= Beginning of Section =

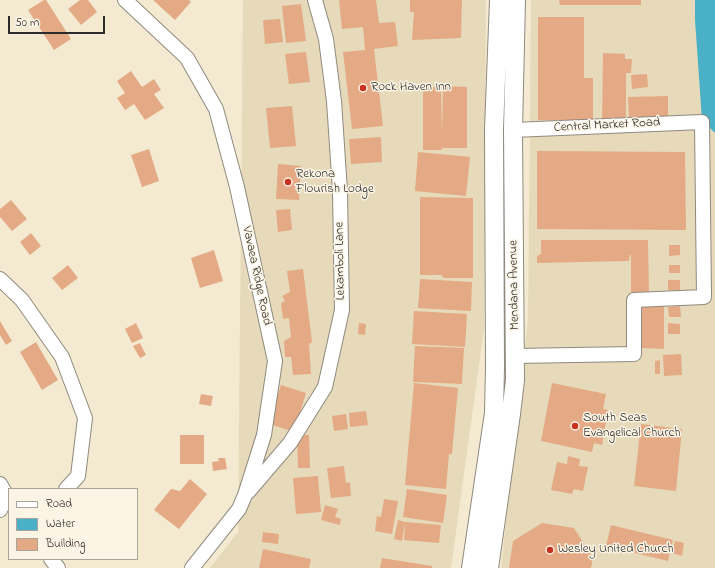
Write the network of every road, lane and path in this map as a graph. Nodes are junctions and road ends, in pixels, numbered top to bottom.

= End of Section =
= Beginning of Section =

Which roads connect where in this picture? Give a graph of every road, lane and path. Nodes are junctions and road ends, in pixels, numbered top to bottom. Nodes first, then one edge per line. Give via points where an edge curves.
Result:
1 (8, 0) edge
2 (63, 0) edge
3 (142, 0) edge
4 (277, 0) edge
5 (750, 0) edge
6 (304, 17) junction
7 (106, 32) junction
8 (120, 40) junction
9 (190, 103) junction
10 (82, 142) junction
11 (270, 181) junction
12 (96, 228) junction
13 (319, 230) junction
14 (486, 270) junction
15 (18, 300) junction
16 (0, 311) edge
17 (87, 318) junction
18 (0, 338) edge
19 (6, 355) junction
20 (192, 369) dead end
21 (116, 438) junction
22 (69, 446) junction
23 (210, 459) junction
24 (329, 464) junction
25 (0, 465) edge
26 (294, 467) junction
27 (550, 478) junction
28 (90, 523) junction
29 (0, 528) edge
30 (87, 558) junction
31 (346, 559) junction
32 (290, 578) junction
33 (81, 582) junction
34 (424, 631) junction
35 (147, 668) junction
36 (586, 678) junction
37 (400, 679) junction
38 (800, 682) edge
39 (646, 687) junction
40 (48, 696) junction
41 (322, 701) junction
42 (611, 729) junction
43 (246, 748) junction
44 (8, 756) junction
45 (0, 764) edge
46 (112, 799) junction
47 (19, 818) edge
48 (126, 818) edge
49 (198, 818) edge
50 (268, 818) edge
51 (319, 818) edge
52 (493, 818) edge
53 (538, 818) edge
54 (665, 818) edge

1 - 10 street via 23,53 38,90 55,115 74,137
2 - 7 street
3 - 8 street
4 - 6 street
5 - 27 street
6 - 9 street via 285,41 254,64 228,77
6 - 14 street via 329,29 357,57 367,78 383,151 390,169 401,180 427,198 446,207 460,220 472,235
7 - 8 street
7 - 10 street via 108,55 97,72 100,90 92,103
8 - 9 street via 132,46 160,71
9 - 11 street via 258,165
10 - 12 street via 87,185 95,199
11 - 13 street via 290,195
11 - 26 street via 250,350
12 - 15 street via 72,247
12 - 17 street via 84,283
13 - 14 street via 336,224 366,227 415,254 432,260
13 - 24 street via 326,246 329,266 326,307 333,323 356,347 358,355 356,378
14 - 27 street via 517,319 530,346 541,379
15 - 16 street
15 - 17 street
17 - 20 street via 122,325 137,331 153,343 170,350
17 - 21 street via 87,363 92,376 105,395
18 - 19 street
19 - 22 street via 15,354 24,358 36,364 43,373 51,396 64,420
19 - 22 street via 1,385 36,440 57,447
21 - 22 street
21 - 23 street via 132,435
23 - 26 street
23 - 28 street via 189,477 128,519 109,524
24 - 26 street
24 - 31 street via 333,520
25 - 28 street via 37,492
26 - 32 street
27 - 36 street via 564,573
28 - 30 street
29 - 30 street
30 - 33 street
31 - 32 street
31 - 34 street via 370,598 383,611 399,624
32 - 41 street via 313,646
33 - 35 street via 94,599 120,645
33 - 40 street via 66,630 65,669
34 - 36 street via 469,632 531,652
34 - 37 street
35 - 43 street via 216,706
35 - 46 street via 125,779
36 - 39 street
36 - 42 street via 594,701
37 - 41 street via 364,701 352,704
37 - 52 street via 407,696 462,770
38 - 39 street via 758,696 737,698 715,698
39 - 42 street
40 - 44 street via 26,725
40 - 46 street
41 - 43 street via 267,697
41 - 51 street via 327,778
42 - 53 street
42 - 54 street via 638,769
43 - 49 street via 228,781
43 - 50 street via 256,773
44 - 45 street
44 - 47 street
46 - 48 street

= End of Section =
= Beginning of Section =

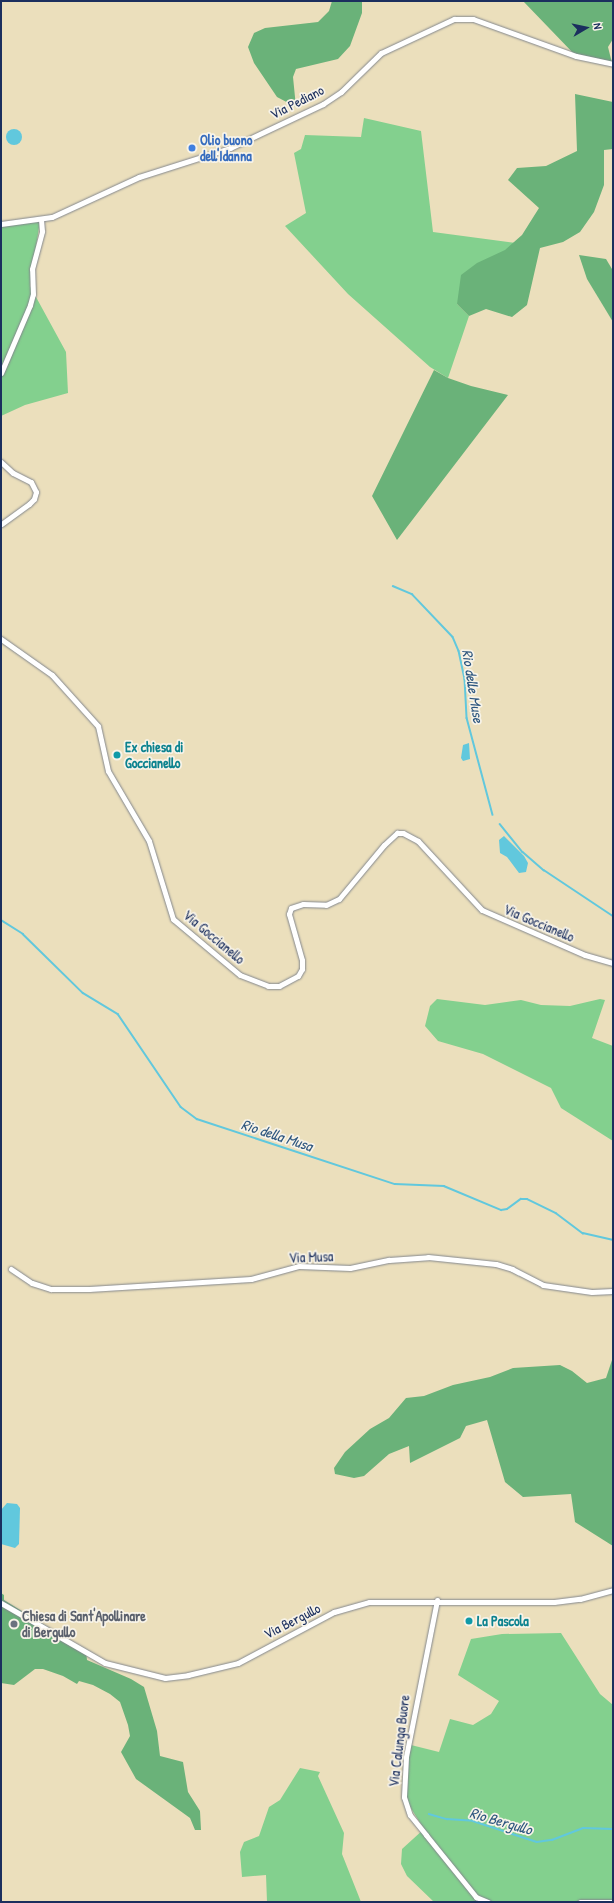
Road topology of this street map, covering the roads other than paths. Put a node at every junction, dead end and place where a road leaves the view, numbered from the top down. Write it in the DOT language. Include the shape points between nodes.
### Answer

= End of Section =

Task to carry out: Please give the number of lines in the material above that contain the string "junctions", and nothing else.

Problem solution: 2